##### Material for the task #####

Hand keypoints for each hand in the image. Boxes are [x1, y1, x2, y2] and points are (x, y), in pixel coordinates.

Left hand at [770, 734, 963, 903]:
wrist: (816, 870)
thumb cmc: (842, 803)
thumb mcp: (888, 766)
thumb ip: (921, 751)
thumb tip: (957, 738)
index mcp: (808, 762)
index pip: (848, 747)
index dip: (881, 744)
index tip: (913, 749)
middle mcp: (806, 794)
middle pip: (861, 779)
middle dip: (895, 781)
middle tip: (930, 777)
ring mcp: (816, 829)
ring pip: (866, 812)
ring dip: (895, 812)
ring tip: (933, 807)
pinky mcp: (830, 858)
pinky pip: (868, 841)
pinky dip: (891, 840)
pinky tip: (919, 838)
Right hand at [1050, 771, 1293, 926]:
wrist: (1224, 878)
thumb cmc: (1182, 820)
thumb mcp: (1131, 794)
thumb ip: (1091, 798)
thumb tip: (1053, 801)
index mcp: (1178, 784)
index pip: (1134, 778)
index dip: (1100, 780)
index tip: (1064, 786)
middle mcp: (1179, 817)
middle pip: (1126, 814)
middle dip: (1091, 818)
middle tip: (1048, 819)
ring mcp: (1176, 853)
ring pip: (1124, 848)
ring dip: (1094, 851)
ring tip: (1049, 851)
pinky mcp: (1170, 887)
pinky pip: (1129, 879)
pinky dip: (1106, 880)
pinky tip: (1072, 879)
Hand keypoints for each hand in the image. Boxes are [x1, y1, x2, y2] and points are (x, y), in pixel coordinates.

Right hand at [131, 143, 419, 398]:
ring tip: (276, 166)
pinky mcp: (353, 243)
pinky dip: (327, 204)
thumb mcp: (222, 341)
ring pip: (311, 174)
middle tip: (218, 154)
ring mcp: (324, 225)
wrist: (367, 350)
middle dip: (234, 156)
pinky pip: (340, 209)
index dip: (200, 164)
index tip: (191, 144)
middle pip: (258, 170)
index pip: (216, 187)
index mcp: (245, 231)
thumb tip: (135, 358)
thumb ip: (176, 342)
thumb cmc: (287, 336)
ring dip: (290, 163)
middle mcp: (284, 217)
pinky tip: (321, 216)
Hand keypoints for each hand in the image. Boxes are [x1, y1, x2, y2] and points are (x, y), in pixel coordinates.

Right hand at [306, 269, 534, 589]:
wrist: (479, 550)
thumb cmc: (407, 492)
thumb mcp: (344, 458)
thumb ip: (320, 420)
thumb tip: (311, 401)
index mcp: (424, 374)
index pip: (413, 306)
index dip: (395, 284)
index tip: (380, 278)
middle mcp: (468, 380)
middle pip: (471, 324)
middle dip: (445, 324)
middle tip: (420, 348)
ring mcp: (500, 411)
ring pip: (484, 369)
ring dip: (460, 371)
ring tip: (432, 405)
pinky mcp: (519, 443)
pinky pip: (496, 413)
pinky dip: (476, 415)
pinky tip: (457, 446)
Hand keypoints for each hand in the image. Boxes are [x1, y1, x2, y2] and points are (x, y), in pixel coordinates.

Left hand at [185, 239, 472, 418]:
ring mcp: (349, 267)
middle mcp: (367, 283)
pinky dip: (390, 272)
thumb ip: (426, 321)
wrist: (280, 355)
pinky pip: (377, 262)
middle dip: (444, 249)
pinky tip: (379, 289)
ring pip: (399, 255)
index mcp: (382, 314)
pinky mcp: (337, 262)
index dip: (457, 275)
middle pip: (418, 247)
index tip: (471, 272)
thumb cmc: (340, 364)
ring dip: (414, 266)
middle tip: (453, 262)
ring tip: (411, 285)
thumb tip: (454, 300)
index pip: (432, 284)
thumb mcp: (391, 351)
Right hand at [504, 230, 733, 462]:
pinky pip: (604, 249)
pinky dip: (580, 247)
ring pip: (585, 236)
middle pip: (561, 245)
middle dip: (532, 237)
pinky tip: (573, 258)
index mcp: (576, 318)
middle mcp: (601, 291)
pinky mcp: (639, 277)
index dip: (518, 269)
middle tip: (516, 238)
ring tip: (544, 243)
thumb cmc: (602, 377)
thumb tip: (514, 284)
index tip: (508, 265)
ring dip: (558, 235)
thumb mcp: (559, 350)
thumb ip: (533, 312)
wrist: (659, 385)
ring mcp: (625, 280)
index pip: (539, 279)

#####

▶ [Problem details]: Word for word, write out each of the records shown above.

▶ [Answer to this exercise]:
Hand keypoints for each hand in the image. Boxes are [x1, y1, x2, y2] and points are (x, y), in pixel coordinates.

Left hand at [770, 734, 963, 903]:
wrist: (816, 870)
thumb cmc: (842, 803)
thumb mcp: (888, 766)
thumb ip: (921, 751)
thumb tip: (957, 738)
index mcp: (808, 762)
index pip: (848, 747)
index dip: (881, 744)
index tip: (913, 749)
middle mcp: (806, 794)
middle pip: (861, 779)
middle dip: (895, 781)
middle tip: (930, 777)
ring mcp: (816, 829)
ring pip: (866, 812)
ring dip: (895, 812)
ring tip: (933, 807)
pinky mcp: (830, 858)
pinky pip: (868, 841)
pinky dip: (891, 840)
pinky tip: (919, 838)
Right hand at [1050, 771, 1293, 926]:
wrist: (1224, 878)
thumb cmc: (1182, 820)
thumb mcp: (1131, 794)
thumb ip: (1091, 798)
thumb tip: (1053, 801)
index mcp: (1178, 784)
index pip: (1134, 778)
index dip: (1100, 780)
index tip: (1064, 786)
middle mcp: (1179, 817)
middle pip: (1126, 814)
middle dip: (1091, 818)
middle tip: (1048, 819)
ring mcp: (1176, 853)
ring pip: (1124, 848)
ring dip: (1094, 851)
ring tip: (1049, 851)
pinky mcp: (1170, 887)
pinky pip: (1129, 879)
pinky dip: (1106, 880)
pinky tip: (1072, 879)
Hand keypoints for each hand in the image. Boxes are [x1, y1, x2, y2] and points are (x, y), in pixel coordinates.

Right hand at [131, 143, 419, 398]:
ring tip: (276, 166)
pinky mcp: (353, 243)
pinky dip: (327, 204)
thumb mcp: (222, 341)
ring pip: (311, 174)
middle tip: (218, 154)
ring mcp: (324, 225)
wrist: (367, 350)
middle dip: (234, 156)
pinky pip: (340, 209)
index dip: (200, 164)
index tip: (191, 144)
middle pip: (258, 170)
index pip: (216, 187)
index mcp: (245, 231)
thumb tip: (135, 358)
thumb ip: (176, 342)
thumb cmc: (287, 336)
ring dip: (290, 163)
middle mcp: (284, 217)
pinky tip: (321, 216)
Hand keypoints for each hand in the image. Boxes are [x1, y1, x2, y2] and points are (x, y), in pixel coordinates.

Right hand at [306, 269, 534, 589]:
wrist: (479, 550)
thumb cmc: (407, 492)
thumb mcp: (344, 458)
thumb ip: (320, 420)
thumb tip: (311, 401)
index mcp: (424, 374)
index pip: (413, 306)
index dip: (395, 284)
index tip: (380, 278)
middle mcp: (468, 380)
middle pip: (471, 324)
middle dip: (445, 324)
middle tip: (420, 348)
ring mcp: (500, 411)
ring pip: (484, 369)
ring dip: (460, 371)
ring tip: (432, 405)
pinky mcp: (519, 443)
pinky pip: (496, 413)
pinky dip: (476, 415)
pinky tip: (457, 446)
Hand keypoints for each hand in the image. Boxes are [x1, y1, x2, y2] and points are (x, y), in pixel coordinates.

Left hand at [185, 239, 472, 418]:
ring mcp: (349, 267)
middle mcp: (367, 283)
pinky dip: (390, 272)
thumb ip: (426, 321)
wrist: (280, 355)
pinky pip: (377, 262)
middle dip: (444, 249)
pinky tip: (379, 289)
ring pip: (399, 255)
index mcp: (382, 314)
pinky mcp: (337, 262)
index dip: (457, 275)
middle pip: (418, 247)
index tip: (471, 272)
thumb cmc: (340, 364)
ring dip: (414, 266)
middle tip: (453, 262)
ring tip: (411, 285)
thumb tip: (454, 300)
index pip: (432, 284)
thumb mcp: (391, 351)
Right hand at [504, 230, 733, 462]:
pinky pip: (604, 249)
pinky dip: (580, 247)
ring pip: (585, 236)
middle pip: (561, 245)
middle dip: (532, 237)
pinky tip: (573, 258)
index mcp: (576, 318)
middle mcp: (601, 291)
pinky mcp: (639, 277)
index dip: (518, 269)
middle tip: (516, 238)
ring tip: (544, 243)
thumb cmc: (602, 377)
thumb tip: (514, 284)
index tip: (508, 265)
ring dip: (558, 235)
thumb mcp: (559, 350)
thumb ip: (533, 312)
wrist: (659, 385)
ring mcp: (625, 280)
index pip: (539, 279)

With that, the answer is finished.